30
octobre 2000 Ça vaut ce que ça
vaut. Mais ça vaut beaucoup. J’ai
assisté à une conférence de Leonard Talmy, un linguiste aveugle, qui comparait
certaines structures des langages parlés avec des structures des langages des
signes. Il écrivait et dessinait au tableau noir avec une aisance et une
précision remarquables pendant qu’on traduisait ses mots pour les sourd-muets
de l’assistance. Ça vaut ce que ça vaut, mais dans de telles situations, de
manière presque despotique, le sentiment de la supériorité infinie des humains
sur les autres animaux m’envahit. L’entêtement qui les pousse à limiter les
injustices d’une nature aveugle, sourde, muette et surtout indifférente
m’émeut. Leur non-acceptation de la fatalité me touche. Le sens de l’injustice
de la nature est-il seulement humain ? Sans doute et cela double mon
admiration pour mes semblables, êtres naturellement non naturels.
Ça
vaut ce que ça vaut. Mais ça ne vaut
rien. Je parle du livre de J. Solé, Être femme en 1500. Un très bon exemple
d’un livre au titre attrape-nigauds, sans aucun intérêt ni historique, ni
littéraire, ni politique, ni philosophique. Une longue série d’anecdotes tirées
de l’officialité épiscopale de Troyes qui donne une œuvre médiocrement
médiocre : pas assez détaillée pour stimuler la curiosité et déclencher
des réflexions autonomes ; pas assez commentée pour suivre l’auteur dans
un parcours intellectuel personnel ; pas assez bien écrite pour faire
revivre un monde qui commence à être assez éloigné du nôtre ; pas assez
érudite pour nous fasciner et nous envelopper dans un solide filet
conceptuel ; pas assez courageuse pour y découvrir des crochets
politiques ; pas assez personnelle pour permettre une interaction
polémique. On n’apprend pratiquement rien sur la vie des femmes qui ne fasse
pas déjà partie des connaissances de n’importe quelle personne moindrement
instruite. La seule chose que j’ai pu apprendre c’est que le prénom le plus
diffusé parmi les femmes ayant eu des rapports avec la justice est Marguerite. Je
ne suis pas sûre que cet intérêt justifie l’achat du livre.
31
octobre 2000 Seins. Une
question, peut être idiote, peut-être pas. Est-ce possible que la mode des
vêtements qui « tombent bien » sur des filles sans seins soit aussi
due au fait que la majorité des designers de mode sont des gays ? Ou, plus
correctement (du point de vue politique), les seins « tombent-ils »

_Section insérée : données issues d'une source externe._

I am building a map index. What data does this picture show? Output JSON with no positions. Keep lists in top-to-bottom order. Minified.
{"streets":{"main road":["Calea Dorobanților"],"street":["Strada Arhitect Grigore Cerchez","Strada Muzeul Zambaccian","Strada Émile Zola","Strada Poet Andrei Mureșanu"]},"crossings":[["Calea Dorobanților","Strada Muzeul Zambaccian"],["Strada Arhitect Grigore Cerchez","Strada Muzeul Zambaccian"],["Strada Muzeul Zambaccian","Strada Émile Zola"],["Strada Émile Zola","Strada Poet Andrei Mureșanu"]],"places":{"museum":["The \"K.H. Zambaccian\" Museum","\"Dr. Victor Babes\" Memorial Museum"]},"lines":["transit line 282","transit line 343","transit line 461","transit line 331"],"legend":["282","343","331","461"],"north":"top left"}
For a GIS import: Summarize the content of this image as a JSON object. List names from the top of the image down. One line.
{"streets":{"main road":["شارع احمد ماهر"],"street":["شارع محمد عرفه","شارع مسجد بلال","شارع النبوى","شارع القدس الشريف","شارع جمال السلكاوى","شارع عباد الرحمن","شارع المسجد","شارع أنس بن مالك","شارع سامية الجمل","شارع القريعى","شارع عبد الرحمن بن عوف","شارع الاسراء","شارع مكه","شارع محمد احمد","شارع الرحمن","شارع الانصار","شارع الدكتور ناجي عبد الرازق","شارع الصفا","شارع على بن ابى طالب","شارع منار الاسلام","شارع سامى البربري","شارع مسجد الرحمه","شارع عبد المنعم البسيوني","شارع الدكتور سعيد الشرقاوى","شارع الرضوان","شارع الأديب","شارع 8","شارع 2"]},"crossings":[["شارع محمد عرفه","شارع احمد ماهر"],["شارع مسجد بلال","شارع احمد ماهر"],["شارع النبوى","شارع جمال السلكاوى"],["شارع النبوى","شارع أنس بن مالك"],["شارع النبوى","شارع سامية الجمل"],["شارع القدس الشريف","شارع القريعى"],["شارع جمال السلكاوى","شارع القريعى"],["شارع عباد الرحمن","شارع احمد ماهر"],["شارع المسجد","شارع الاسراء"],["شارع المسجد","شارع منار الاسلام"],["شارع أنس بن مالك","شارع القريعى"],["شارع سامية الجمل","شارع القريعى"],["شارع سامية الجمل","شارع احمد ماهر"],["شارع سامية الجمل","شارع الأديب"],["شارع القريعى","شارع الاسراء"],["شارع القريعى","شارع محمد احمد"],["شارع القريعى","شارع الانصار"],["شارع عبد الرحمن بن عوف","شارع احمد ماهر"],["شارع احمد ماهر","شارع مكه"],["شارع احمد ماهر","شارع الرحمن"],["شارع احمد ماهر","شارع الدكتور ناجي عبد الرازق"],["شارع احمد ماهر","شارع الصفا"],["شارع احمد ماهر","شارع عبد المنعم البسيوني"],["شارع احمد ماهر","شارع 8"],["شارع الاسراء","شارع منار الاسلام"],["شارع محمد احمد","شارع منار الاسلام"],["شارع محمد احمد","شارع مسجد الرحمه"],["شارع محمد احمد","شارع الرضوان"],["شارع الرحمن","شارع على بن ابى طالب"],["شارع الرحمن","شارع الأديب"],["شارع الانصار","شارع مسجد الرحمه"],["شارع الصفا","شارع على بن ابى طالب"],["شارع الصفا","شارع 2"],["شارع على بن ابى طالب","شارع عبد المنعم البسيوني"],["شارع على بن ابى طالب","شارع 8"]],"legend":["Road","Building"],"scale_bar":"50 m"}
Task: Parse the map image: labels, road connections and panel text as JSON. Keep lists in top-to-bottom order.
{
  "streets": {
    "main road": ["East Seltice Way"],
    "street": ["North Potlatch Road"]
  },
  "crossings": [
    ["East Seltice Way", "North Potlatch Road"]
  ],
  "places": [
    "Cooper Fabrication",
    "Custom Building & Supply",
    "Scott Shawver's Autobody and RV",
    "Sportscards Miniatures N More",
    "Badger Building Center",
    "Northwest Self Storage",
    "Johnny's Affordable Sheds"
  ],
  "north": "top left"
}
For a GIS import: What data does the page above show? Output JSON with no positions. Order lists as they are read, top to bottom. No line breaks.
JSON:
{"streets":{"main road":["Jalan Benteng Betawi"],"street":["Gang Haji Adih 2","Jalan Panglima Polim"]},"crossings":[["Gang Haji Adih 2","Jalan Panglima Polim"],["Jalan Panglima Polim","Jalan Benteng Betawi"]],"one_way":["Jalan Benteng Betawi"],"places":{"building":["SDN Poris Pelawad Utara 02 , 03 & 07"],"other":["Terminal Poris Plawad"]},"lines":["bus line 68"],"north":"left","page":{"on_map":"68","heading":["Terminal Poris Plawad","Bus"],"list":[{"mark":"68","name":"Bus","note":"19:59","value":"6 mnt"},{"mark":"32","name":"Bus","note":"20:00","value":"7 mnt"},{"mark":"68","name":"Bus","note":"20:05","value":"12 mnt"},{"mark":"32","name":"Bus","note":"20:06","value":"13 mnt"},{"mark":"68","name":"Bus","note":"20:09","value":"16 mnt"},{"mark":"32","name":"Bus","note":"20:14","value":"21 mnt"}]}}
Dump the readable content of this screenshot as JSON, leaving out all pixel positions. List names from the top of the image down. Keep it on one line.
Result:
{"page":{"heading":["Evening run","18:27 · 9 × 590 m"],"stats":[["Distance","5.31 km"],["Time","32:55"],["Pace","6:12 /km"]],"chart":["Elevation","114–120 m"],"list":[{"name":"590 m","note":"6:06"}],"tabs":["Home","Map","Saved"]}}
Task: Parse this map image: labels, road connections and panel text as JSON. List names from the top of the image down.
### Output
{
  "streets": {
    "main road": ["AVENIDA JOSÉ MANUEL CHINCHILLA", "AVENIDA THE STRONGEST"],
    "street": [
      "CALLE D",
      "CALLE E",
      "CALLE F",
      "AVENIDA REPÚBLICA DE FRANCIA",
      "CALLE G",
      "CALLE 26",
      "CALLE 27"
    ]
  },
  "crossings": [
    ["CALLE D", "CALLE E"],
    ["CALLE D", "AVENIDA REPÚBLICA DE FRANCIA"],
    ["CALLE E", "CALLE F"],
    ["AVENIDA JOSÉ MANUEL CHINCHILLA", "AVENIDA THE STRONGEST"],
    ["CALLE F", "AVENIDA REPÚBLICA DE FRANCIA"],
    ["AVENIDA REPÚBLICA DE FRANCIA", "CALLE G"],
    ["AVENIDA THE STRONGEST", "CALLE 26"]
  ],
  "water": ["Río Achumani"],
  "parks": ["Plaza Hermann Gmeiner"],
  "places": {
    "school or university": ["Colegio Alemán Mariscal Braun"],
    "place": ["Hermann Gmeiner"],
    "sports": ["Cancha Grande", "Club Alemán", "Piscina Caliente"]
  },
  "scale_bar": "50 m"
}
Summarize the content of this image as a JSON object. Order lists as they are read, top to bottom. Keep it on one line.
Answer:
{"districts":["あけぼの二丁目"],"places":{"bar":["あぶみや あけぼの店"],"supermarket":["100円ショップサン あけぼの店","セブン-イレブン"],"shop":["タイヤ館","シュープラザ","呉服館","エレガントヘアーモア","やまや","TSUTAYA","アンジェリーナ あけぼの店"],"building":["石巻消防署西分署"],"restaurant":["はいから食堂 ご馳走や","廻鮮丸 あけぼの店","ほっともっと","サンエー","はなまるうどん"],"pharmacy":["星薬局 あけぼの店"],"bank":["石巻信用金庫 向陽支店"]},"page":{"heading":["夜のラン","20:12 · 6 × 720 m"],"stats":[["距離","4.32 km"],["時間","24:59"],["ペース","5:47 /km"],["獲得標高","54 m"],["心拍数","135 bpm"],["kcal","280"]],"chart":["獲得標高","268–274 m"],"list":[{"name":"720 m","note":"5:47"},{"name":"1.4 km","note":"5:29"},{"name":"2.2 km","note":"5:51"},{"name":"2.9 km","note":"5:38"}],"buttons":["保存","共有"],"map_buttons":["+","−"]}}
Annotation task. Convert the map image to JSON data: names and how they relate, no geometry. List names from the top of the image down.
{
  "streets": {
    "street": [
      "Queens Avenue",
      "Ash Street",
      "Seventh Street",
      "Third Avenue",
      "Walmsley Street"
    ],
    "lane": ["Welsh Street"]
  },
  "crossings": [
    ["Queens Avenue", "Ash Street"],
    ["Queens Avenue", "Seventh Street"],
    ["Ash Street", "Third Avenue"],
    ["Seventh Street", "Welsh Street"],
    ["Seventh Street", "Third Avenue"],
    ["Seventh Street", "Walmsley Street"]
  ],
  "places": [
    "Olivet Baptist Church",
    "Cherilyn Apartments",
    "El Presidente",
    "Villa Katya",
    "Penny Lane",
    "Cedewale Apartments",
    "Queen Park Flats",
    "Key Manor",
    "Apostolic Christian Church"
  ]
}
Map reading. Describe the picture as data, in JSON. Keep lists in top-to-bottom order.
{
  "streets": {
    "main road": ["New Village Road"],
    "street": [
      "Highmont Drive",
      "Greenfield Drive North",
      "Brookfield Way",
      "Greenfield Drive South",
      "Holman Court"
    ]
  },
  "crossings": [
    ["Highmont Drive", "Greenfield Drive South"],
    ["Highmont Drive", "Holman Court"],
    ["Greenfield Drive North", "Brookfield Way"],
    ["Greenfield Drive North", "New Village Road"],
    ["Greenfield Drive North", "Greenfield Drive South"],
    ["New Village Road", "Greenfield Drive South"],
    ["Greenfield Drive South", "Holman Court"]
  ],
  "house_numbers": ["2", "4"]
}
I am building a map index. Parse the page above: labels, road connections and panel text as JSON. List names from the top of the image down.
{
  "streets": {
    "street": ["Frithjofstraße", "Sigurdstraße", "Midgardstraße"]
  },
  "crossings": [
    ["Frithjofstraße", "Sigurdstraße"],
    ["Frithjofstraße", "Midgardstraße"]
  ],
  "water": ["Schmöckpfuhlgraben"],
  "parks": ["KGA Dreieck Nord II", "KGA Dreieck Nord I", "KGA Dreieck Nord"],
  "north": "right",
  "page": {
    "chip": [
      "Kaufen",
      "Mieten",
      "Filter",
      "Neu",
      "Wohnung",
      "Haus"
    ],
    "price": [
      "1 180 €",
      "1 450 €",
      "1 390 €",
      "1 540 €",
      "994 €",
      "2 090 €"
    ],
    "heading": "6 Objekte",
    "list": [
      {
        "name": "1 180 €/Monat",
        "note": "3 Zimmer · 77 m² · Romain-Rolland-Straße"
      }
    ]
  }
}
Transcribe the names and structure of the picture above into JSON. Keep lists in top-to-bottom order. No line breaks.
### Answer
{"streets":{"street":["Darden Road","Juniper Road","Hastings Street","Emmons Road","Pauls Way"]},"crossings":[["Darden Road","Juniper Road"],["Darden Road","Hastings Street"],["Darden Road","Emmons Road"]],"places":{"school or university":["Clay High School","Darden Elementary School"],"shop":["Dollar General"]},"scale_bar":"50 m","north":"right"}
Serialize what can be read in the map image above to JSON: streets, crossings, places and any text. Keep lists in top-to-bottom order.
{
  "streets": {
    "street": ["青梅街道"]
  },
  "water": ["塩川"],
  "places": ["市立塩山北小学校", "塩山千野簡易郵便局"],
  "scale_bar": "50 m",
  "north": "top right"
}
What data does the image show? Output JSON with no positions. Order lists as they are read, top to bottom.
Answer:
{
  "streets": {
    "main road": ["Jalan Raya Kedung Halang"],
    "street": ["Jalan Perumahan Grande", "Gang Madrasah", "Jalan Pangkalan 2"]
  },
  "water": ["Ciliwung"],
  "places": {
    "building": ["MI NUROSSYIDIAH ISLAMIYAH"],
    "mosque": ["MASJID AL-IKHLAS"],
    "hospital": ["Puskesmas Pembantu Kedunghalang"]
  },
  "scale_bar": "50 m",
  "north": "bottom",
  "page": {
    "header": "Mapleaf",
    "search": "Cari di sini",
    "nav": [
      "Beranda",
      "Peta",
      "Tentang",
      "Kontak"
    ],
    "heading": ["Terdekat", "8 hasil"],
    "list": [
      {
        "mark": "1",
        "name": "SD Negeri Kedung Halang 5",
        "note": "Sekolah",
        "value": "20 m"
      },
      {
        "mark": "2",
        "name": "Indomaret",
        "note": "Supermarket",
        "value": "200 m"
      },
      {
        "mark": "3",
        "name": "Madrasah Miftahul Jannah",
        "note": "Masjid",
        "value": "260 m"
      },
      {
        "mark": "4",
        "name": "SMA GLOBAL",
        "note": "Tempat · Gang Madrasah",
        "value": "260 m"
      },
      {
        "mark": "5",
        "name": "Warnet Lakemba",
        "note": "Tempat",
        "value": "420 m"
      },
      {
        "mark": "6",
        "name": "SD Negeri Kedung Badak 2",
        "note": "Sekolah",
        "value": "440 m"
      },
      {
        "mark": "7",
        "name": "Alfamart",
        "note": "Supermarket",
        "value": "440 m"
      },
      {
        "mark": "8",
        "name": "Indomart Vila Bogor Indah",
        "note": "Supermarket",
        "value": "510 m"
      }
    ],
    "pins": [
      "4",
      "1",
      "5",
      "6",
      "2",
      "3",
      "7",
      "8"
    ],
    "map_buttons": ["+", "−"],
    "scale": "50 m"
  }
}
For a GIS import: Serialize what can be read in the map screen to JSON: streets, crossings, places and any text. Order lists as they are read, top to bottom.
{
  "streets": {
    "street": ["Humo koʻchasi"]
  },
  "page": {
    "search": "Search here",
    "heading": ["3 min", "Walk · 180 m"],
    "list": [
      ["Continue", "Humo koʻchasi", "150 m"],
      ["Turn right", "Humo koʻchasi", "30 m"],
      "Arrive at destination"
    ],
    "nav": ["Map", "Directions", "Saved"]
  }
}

quand on n’en a plus besoin (ni pour le lait ni pour caresser ni pour être
caressés) ?
Cornes. Que les models aient des cuisses grosses
comme des cornes d’escargot, est-ce un simple hommage au dépouillement ou une
peur de la tendre volupté de la chair ? Ou, plus correctement (du point de
vue politique), les cuisses s’évaporent-elles quand les jambes servent
seulement pour courir d’un bureau à l’autre ?
Penistration. Une photo d’homme aux jambes écartées est sex
free et pleine de regardez-moi. La même photo d’une femme est sex
full et narcissism free. Comment expliquer que des
femmes-verges-sans-seins-et-sans-cuisses posent, toujours plus souvent, dans la
publicité des revues de mode féminine, avec les jambes écartées ? Un
simple appauvrissement de l’érotisme qui, dans un retour d’un masculin débile,
remet au centre la pénétration comme simple recherche d’un lieu où aller (et
venir) — homme ou femme qu’importe, pourvu que Je puisse arriver ?
Lanier. Savez-vous qu’un lanier est une femelle (faucon)
qu’on dresse pour la chasse et que le mâle est appelé laneret ?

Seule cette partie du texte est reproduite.